Dr. Nathan Geurkink, who served as chief of the Section of Otolaryngology and Audiology for 15 years—from 1980 to 1995—had planned to retire at age 70 or 71. But in 2003, about a week before his 70th birthday, he was diagnosed with kidney cancer. So in December 2003, Geurkink took a leave of absence, and he officially retired this past May.

He still has cancer but remains in good health. "The problem is I don't feel bad at all," he says. Well, that's not really a problem. In fact, since retiring, he's taken up woodworking.

As an ear, nose, and throat (ENT) surgeon, specializing in head and neck

cancers, he stayed away from power tools for most of his life. "I didn't want to cut a finger off," he says. Now, however, he has a full-fledged workshop—power tools and all. Above the shop is a writing studio for his wife, Kathleen, a retired nurse practitioner.

Raised on a dairy farm in Oklahoma, Geurkink jokes that one of the accomplishments of his career was that he didn't become a dairy farmer.
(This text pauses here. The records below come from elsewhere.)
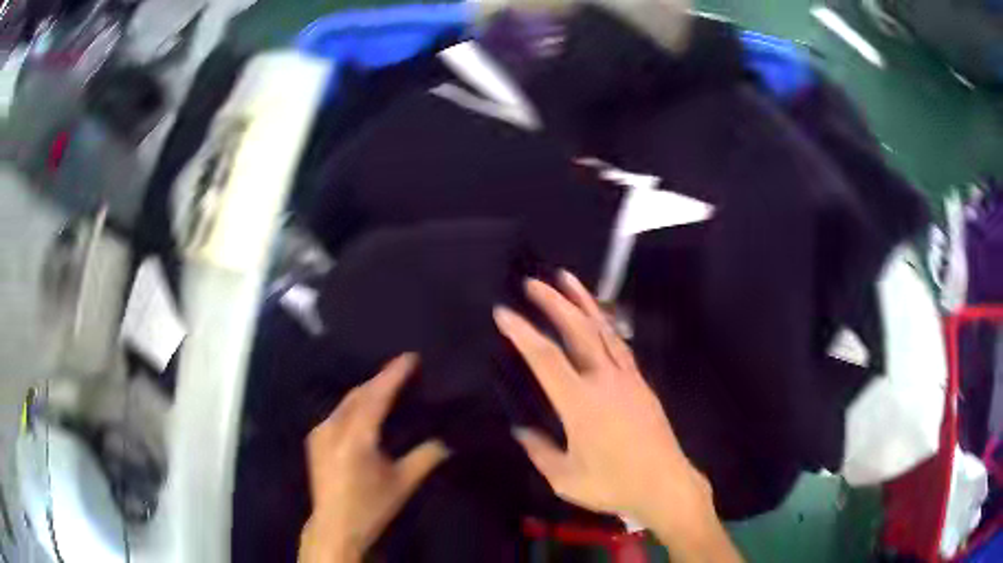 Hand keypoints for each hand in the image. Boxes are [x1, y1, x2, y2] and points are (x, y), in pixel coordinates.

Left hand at [299, 354, 449, 562]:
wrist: (334, 526)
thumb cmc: (371, 507)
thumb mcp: (402, 484)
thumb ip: (425, 458)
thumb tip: (445, 441)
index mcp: (356, 438)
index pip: (376, 397)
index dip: (393, 375)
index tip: (410, 357)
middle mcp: (334, 428)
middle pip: (359, 394)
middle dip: (380, 379)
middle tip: (402, 369)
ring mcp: (320, 432)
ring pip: (346, 402)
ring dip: (367, 391)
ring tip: (387, 385)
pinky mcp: (315, 440)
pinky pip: (337, 413)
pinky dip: (354, 405)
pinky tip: (364, 408)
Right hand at [494, 271, 741, 562]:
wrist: (665, 483)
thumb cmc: (613, 484)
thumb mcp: (565, 479)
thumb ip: (539, 451)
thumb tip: (520, 430)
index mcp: (580, 403)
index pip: (545, 358)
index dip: (522, 332)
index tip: (503, 312)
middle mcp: (604, 380)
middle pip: (578, 330)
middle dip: (554, 302)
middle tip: (533, 282)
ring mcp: (627, 377)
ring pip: (603, 329)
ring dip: (583, 301)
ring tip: (567, 279)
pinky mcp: (641, 382)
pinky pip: (619, 343)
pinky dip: (605, 323)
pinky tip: (599, 317)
But the Sooner State put a stamp on his medical career, since he earned his M.D. at the University of Oklahoma.

He arrived at Dartmouth in 1970 after four years at the Cleveland Clinic, two years in the U.S. Public Health Service, and his otolaryngology residency at the Mayo Clinic.

Although Geurkink is enjoying retirement—taking time to smell the acre and a half of wildflowers he planted near his house—he looks back on his career at DHMC fondly. "I really like the collegiality of this place," he says. Geurkink was especially close to Dr. Samuel Doyle, who preceded him as section chief, and to Dr. Dudley Weider, a fellow ENT surgeon who died unexpectedly this past February (see the Spring 2005 issue of Dartmouth Medicine for more on Weider).

But most of all, Geurkink enjoyed his patients. "The people in the area, the patients, have been excellent," he says, adding that head-and-neck cancer surgeons often form close relationships with their patients. "You get as fond of them as a close relative," he says.